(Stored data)
□ □ □ □ □ □ □

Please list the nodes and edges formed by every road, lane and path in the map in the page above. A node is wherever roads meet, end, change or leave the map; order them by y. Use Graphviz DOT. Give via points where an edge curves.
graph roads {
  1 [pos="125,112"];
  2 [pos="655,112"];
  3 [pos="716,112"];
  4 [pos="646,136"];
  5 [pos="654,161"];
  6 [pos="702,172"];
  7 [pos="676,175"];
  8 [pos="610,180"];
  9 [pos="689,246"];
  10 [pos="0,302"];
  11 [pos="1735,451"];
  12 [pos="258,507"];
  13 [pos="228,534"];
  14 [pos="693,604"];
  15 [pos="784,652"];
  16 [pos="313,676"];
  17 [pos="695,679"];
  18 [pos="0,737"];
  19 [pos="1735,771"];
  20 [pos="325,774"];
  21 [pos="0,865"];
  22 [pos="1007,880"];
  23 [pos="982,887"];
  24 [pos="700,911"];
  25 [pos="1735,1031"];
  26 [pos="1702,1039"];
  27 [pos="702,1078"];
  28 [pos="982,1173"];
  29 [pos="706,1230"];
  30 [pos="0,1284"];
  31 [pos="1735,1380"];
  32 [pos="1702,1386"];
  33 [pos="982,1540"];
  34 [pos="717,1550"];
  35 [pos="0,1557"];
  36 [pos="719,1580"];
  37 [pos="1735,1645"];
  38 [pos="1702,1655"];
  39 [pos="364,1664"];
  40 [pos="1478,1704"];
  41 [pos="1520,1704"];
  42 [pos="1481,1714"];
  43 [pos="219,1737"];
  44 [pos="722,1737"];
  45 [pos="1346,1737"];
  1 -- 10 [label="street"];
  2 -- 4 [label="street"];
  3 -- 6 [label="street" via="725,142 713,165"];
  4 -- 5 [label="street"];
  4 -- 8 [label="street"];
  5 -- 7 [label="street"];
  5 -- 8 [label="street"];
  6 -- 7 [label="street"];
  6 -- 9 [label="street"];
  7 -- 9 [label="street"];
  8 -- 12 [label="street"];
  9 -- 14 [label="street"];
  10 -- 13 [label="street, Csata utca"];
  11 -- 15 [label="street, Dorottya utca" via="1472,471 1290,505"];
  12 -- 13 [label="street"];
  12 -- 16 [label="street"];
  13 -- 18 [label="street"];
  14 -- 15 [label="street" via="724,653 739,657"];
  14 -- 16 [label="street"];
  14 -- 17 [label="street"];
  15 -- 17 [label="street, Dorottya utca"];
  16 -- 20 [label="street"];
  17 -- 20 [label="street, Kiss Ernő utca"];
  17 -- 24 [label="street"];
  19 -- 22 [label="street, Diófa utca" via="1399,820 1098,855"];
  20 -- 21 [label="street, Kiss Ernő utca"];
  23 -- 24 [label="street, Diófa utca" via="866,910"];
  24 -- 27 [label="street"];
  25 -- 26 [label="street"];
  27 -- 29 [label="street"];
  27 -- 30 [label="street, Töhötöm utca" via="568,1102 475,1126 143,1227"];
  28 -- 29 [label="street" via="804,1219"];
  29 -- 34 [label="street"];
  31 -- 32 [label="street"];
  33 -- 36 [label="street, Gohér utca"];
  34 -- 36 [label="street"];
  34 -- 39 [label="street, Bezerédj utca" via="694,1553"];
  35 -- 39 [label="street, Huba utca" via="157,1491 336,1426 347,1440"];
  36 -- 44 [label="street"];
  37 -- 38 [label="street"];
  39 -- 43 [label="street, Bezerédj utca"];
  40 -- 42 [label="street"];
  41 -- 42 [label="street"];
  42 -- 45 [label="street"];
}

□ □ □ □ □ □ □

• [Required work]: Including any blank lines, repeat the data exactly.

• [Reply]:
Please list the nodes and edges formed by every road, lane and path in the map in the page above. A node is wherever roads meet, end, change or leave the map; order them by y. Use Graphviz DOT. Give via points where an edge curves.
graph roads {
  1 [pos="125,112"];
  2 [pos="655,112"];
  3 [pos="716,112"];
  4 [pos="646,136"];
  5 [pos="654,161"];
  6 [pos="702,172"];
  7 [pos="676,175"];
  8 [pos="610,180"];
  9 [pos="689,246"];
  10 [pos="0,302"];
  11 [pos="1735,451"];
  12 [pos="258,507"];
  13 [pos="228,534"];
  14 [pos="693,604"];
  15 [pos="784,652"];
  16 [pos="313,676"];
  17 [pos="695,679"];
  18 [pos="0,737"];
  19 [pos="1735,771"];
  20 [pos="325,774"];
  21 [pos="0,865"];
  22 [pos="1007,880"];
  23 [pos="982,887"];
  24 [pos="700,911"];
  25 [pos="1735,1031"];
  26 [pos="1702,1039"];
  27 [pos="702,1078"];
  28 [pos="982,1173"];
  29 [pos="706,1230"];
  30 [pos="0,1284"];
  31 [pos="1735,1380"];
  32 [pos="1702,1386"];
  33 [pos="982,1540"];
  34 [pos="717,1550"];
  35 [pos="0,1557"];
  36 [pos="719,1580"];
  37 [pos="1735,1645"];
  38 [pos="1702,1655"];
  39 [pos="364,1664"];
  40 [pos="1478,1704"];
  41 [pos="1520,1704"];
  42 [pos="1481,1714"];
  43 [pos="219,1737"];
  44 [pos="722,1737"];
  45 [pos="1346,1737"];
  1 -- 10 [label="street"];
  2 -- 4 [label="street"];
  3 -- 6 [label="street" via="725,142 713,165"];
  4 -- 5 [label="street"];
  4 -- 8 [label="street"];
  5 -- 7 [label="street"];
  5 -- 8 [label="street"];
  6 -- 7 [label="street"];
  6 -- 9 [label="street"];
  7 -- 9 [label="street"];
  8 -- 12 [label="street"];
  9 -- 14 [label="street"];
  10 -- 13 [label="street, Csata utca"];
  11 -- 15 [label="street, Dorottya utca" via="1472,471 1290,505"];
  12 -- 13 [label="street"];
  12 -- 16 [label="street"];
  13 -- 18 [label="street"];
  14 -- 15 [label="street" via="724,653 739,657"];
  14 -- 16 [label="street"];
  14 -- 17 [label="street"];
  15 -- 17 [label="street, Dorottya utca"];
  16 -- 20 [label="street"];
  17 -- 20 [label="street, Kiss Ernő utca"];
  17 -- 24 [label="street"];
  19 -- 22 [label="street, Diófa utca" via="1399,820 1098,855"];
  20 -- 21 [label="street, Kiss Ernő utca"];
  23 -- 24 [label="street, Diófa utca" via="866,910"];
  24 -- 27 [label="street"];
  25 -- 26 [label="street"];
  27 -- 29 [label="street"];
  27 -- 30 [label="street, Töhötöm utca" via="568,1102 475,1126 143,1227"];
  28 -- 29 [label="street" via="804,1219"];
  29 -- 34 [label="street"];
  31 -- 32 [label="street"];
  33 -- 36 [label="street, Gohér utca"];
  34 -- 36 [label="street"];
  34 -- 39 [label="street, Bezerédj utca" via="694,1553"];
  35 -- 39 [label="street, Huba utca" via="157,1491 336,1426 347,1440"];
  36 -- 44 [label="street"];
  37 -- 38 [label="street"];
  39 -- 43 [label="street, Bezerédj utca"];
  40 -- 42 [label="street"];
  41 -- 42 [label="street"];
  42 -- 45 [label="street"];
}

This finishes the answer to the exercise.